With the conceptual designs refined, Fehr & Peers next supported LADOT by translating these technical ideas into a suite of maps, display boards, renderings, and other outreach materials. Our team of visual communicators takes great interest in breaking technical concepts into succinct graphics and presentation materials. Furthermore, we understand that a successful outreach strategy hinges on intuitive, polished visuals that structure the discussion; provide opportunities to inform and listen; and, most importantly, are crafted with the viewer in mind.
Finally, Fehr & Peers worked as an extension of LADOT staff to coordinate, promote, and deliver six public workshops and four presentations to community groups. Many of the resulting Vision Zero projects are now moving forward to installation and represent a tangible step toward eliminating traffic fatalities in Los Angeles.
We have helped to create a Vision Zero Action Plan to enable the City of Sacramento to answer the “where’s and why’s” associated with severe and fatal collisions. It outlines a strategic planning framework to prioritize and implement safety enhancements that most effectively improve safety for all users. This effort is a key first step toward the aspirational goal of eliminating traffic deaths and an important acknowledgement that achieving this goal will require a fundamental shift in the day-to-day “business” of transportation in the City of Sacramento.

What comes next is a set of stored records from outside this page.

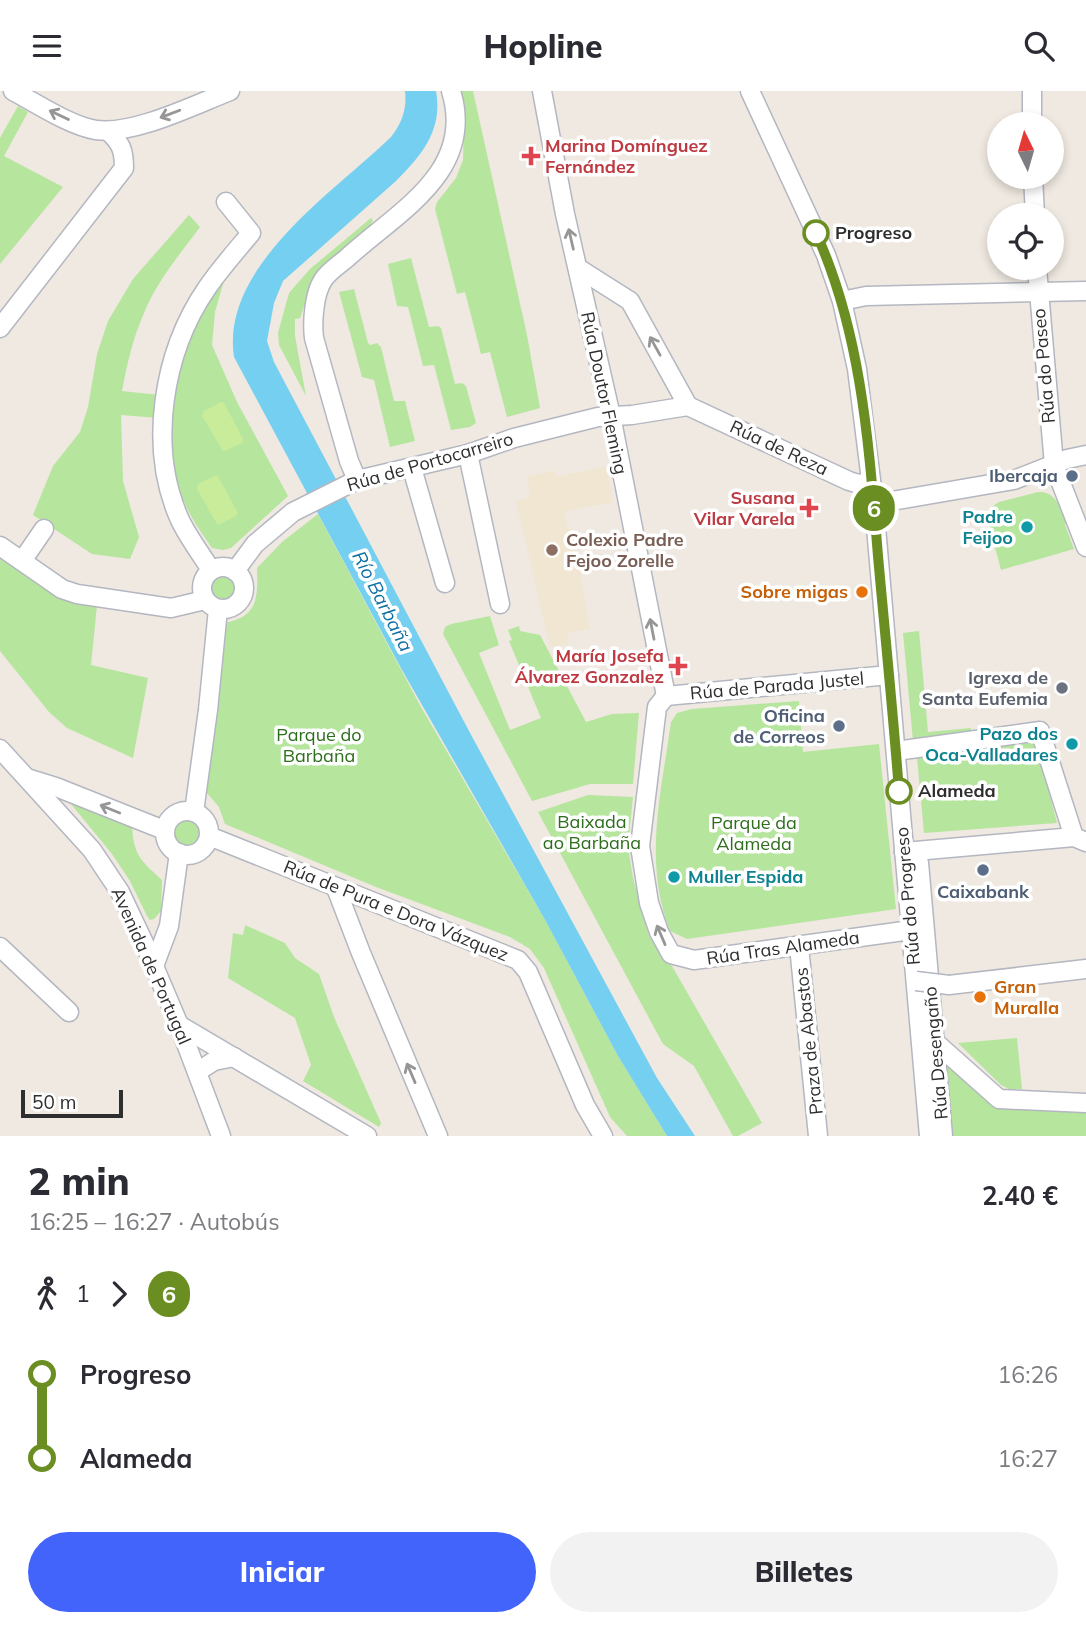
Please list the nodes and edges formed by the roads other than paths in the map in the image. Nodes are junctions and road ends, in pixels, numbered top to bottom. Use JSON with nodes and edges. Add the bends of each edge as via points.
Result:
{"nodes":[{"id":1,"x":13,"y":91,"type":"edge"},
{"id":2,"x":230,"y":91,"type":"edge"},
{"id":3,"x":451,"y":91,"type":"edge"},
{"id":4,"x":542,"y":91,"type":"edge"},
{"id":5,"x":750,"y":91,"type":"edge"},
{"id":6,"x":1032,"y":91,"type":"edge"},
{"id":7,"x":1032,"y":112,"type":"edge"},
{"id":8,"x":108,"y":131,"type":"junction"},
{"id":9,"x":226,"y":202,"type":"dead end"},
{"id":10,"x":578,"y":268,"type":"junction"},
{"id":11,"x":1038,"y":280,"type":"edge"},
{"id":12,"x":1086,"y":291,"type":"edge"},
{"id":13,"x":1038,"y":292,"type":"junction"},
{"id":14,"x":842,"y":302,"type":"junction"},
{"id":15,"x":0,"y":328,"type":"edge"},
{"id":16,"x":688,"y":406,"type":"junction"},
{"id":17,"x":611,"y":416,"type":"junction"},
{"id":18,"x":468,"y":454,"type":"junction"},
{"id":19,"x":1086,"y":455,"type":"edge"},
{"id":20,"x":1054,"y":465,"type":"junction"},
{"id":21,"x":412,"y":468,"type":"junction"},
{"id":22,"x":871,"y":482,"type":"junction"},
{"id":23,"x":349,"y":484,"type":"junction"},
{"id":24,"x":874,"y":504,"type":"junction"},
{"id":25,"x":44,"y":529,"type":"dead end"},
{"id":26,"x":0,"y":546,"type":"edge"},
{"id":27,"x":1086,"y":547,"type":"edge"},
{"id":28,"x":22,"y":561,"type":"junction"},
{"id":29,"x":212,"y":570,"type":"junction"},
{"id":30,"x":235,"y":571,"type":"junction"},
{"id":31,"x":445,"y":583,"type":"dead end"},
{"id":32,"x":212,"y":604,"type":"junction"},
{"id":33,"x":500,"y":604,"type":"dead end"},
{"id":34,"x":888,"y":675,"type":"junction"},
{"id":35,"x":666,"y":696,"type":"junction"},
{"id":36,"x":0,"y":749,"type":"edge"},
{"id":37,"x":896,"y":751,"type":"junction"},
{"id":38,"x":48,"y":790,"type":"junction"},
{"id":39,"x":194,"y":811,"type":"junction"},
{"id":40,"x":164,"y":830,"type":"junction"},
{"id":41,"x":209,"y":836,"type":"junction"},
{"id":42,"x":1080,"y":840,"type":"edge"},
{"id":43,"x":904,"y":852,"type":"junction"},
{"id":44,"x":179,"y":853,"type":"junction"},
{"id":45,"x":336,"y":888,"type":"junction"},
{"id":46,"x":136,"y":926,"type":"junction"},
{"id":47,"x":165,"y":929,"type":"junction"},
{"id":48,"x":911,"y":930,"type":"junction"},
{"id":49,"x":145,"y":945,"type":"junction"},
{"id":50,"x":799,"y":946,"type":"junction"},
{"id":51,"x":0,"y":947,"type":"edge"},
{"id":52,"x":154,"y":966,"type":"junction"},
{"id":53,"x":1086,"y":969,"type":"edge"},
{"id":54,"x":916,"y":981,"type":"junction"},
{"id":55,"x":69,"y":1012,"type":"dead end"},
{"id":56,"x":179,"y":1025,"type":"junction"},
{"id":57,"x":935,"y":1042,"type":"junction"},
{"id":58,"x":217,"y":1047,"type":"junction"},
{"id":59,"x":188,"y":1048,"type":"junction"},
{"id":60,"x":234,"y":1057,"type":"junction"},
{"id":61,"x":197,"y":1072,"type":"junction"},
{"id":62,"x":1086,"y":1103,"type":"edge"},
{"id":63,"x":221,"y":1136,"type":"edge"},
{"id":64,"x":367,"y":1136,"type":"edge"},
{"id":65,"x":438,"y":1136,"type":"edge"},
{"id":66,"x":603,"y":1136,"type":"edge"},
{"id":67,"x":818,"y":1136,"type":"edge"},
{"id":68,"x":929,"y":1136,"type":"edge"},
{"id":69,"x":943,"y":1136,"type":"edge"}],
"edges":[{"from":8,"to":1,"type":"street","one_way":true,"via":[[86,127]]},
{"from":2,"to":8,"type":"street","one_way":true,"via":[[144,123]]},
{"from":3,"to":23,"type":"street","via":[[456,127],[448,159],[424,194],[323,280],[312,320],[349,461]]},
{"from":10,"to":4,"type":"street","name":"Rúa Doutor Fleming","one_way":true},
{"from":5,"to":14,"type":"street","name":"Rúa do Progreso","via":[[826,255]]},
{"from":6,"to":7,"type":"street"},
{"from":8,"to":15,"type":"street","via":[[121,142],[124,168]]},
{"from":9,"to":29,"type":"street","via":[[251,233],[207,288],[182,335],[170,371],[164,429],[166,471],[176,508]]},
{"from":16,"to":10,"type":"street","one_way":true,"via":[[630,301]]},
{"from":10,"to":17,"type":"street","name":"Rúa Doutor Fleming"},
{"from":11,"to":13,"type":"street","name":"Rúa do Paseo"},
{"from":12,"to":13,"type":"street"},
{"from":13,"to":14,"type":"street","via":[[866,296]]},
{"from":13,"to":20,"type":"street","name":"Rúa do Paseo"},
{"from":14,"to":22,"type":"street","name":"Rúa do Progreso","via":[[858,369]]},
{"from":16,"to":17,"type":"street"},
{"from":16,"to":22,"type":"street","name":"Rúa de Reza","via":[[849,481]]},
{"from":17,"to":18,"type":"street","name":"Rúa de Portocarreiro","via":[[524,435]]},
{"from":35,"to":17,"type":"street","name":"Rúa Doutor Fleming","one_way":true},
{"from":18,"to":21,"type":"street","name":"Rúa de Portocarreiro"},
{"from":18,"to":33,"type":"street"},
{"from":19,"to":20,"type":"street"},
{"from":20,"to":24,"type":"street","via":[[1014,480]]},
{"from":20,"to":27,"type":"street","name":"Rúa do Paseo"},
{"from":21,"to":23,"type":"street","name":"Rúa de Portocarreiro"},
{"from":21,"to":31,"type":"street"},
{"from":22,"to":24,"type":"street","name":"Rúa do Progreso"},
{"from":23,"to":30,"type":"street","name":"Rúa de Portocarreiro","via":[[293,512],[255,544]]},
{"from":24,"to":34,"type":"street","name":"Rúa do Progreso"},
{"from":25,"to":28,"type":"street"},
{"from":26,"to":28,"type":"street"},
{"from":28,"to":32,"type":"street","via":[[62,589],[92,598],[171,608]]},
{"from":29,"to":30,"type":"street","via":[[228,567]]},
{"from":29,"to":32,"type":"street","via":[[202,584]]},
{"from":30,"to":32,"type":"street","via":[[244,585],[241,601],[235,606]]},
{"from":32,"to":39,"type":"street","via":[[208,710]]},
{"from":34,"to":35,"type":"street","name":"Rúa de Parada Justel"},
{"from":34,"to":37,"type":"street","name":"Rúa do Progreso"},
{"from":50,"to":35,"type":"street","name":"Rúa Tras Alameda","one_way":true,"via":[[694,960],[671,954],[665,946],[649,903],[640,846],[657,707]]},
{"from":36,"to":38,"type":"street","via":[[27,778]]},
{"from":37,"to":42,"type":"street","via":[[1040,731]]},
{"from":37,"to":43,"type":"street","name":"Rúa do Progreso"},
{"from":40,"to":38,"type":"street","one_way":true},
{"from":38,"to":46,"type":"street","name":"Avenida de Portugal","via":[[101,862]]},
{"from":39,"to":40,"type":"street","via":[[175,814]]},
{"from":39,"to":41,"type":"street","via":[[206,821]]},
{"from":40,"to":44,"type":"street","via":[[168,844]]},
{"from":41,"to":44,"type":"street","via":[[198,852]]},
{"from":41,"to":45,"type":"street","name":"Rúa de Pura e Dora Vázquez"},
{"from":42,"to":43,"type":"street"},
{"from":43,"to":48,"type":"street","name":"Rúa do Progreso"},
{"from":43,"to":57,"type":"street","name":"Rúa Desengaño","via":[[919,863]]},
{"from":44,"to":47,"type":"street"},
{"from":65,"to":45,"type":"street","one_way":true},
{"from":45,"to":66,"type":"street","name":"Rúa de Pura e Dora Vázquez","via":[[518,960]]},
{"from":46,"to":47,"type":"street"},
{"from":46,"to":49,"type":"street","name":"Avenida de Portugal"},
{"from":47,"to":49,"type":"street"},
{"from":47,"to":52,"type":"street"},
{"from":48,"to":50,"type":"street","name":"Rúa Tras Alameda"},
{"from":48,"to":54,"type":"street","name":"Rúa do Progreso"},
{"from":49,"to":52,"type":"street","name":"Avenida de Portugal"},
{"from":50,"to":67,"type":"street","name":"Praza de Abastos"},
{"from":51,"to":55,"type":"street"},
{"from":52,"to":56,"type":"street","name":"Avenida de Portugal"},
{"from":53,"to":54,"type":"street","bridge":true,"via":[[949,985]]},
{"from":54,"to":68,"type":"street","name":"Rúa do Progreso"},
{"from":56,"to":58,"type":"street"},
{"from":56,"to":59,"type":"street","name":"Avenida de Portugal"},
{"from":57,"to":62,"type":"street","via":[[999,1099]]},
{"from":57,"to":69,"type":"street","name":"Rúa Desengaño"},
{"from":58,"to":59,"type":"street"},
{"from":58,"to":60,"type":"street"},
{"from":59,"to":61,"type":"street","name":"Avenida de Portugal"},
{"from":60,"to":61,"type":"street","via":[[214,1061]]},
{"from":60,"to":64,"type":"street"},
{"from":61,"to":63,"type":"street","name":"Avenida de Portugal"}]}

Our work aims to balance local context and expertise, data-driven technical analysis, and user-friendly visualizations to help the City get everyone behind its Vision Zero Action Plan, which is essential for implementation. This effort was guided by a multidisciplinary Vision Zero Task Force, and through a series of interactive stakeholder meetings we built consensus around the Action Plan and a strategic path forward for the City of Sacramento. We are currently working to incorporate public feedback and finalize the Action Plan.
As part of the data-driven Vision Zero process, we helped the City identify its top five corridors to prioritize first for safety improvements. We are now working with the City to build on the foundation of the Action Plan, identifying and designing transformative safety projects for the City to implement along the five priority corridors, as well as near schools citywide.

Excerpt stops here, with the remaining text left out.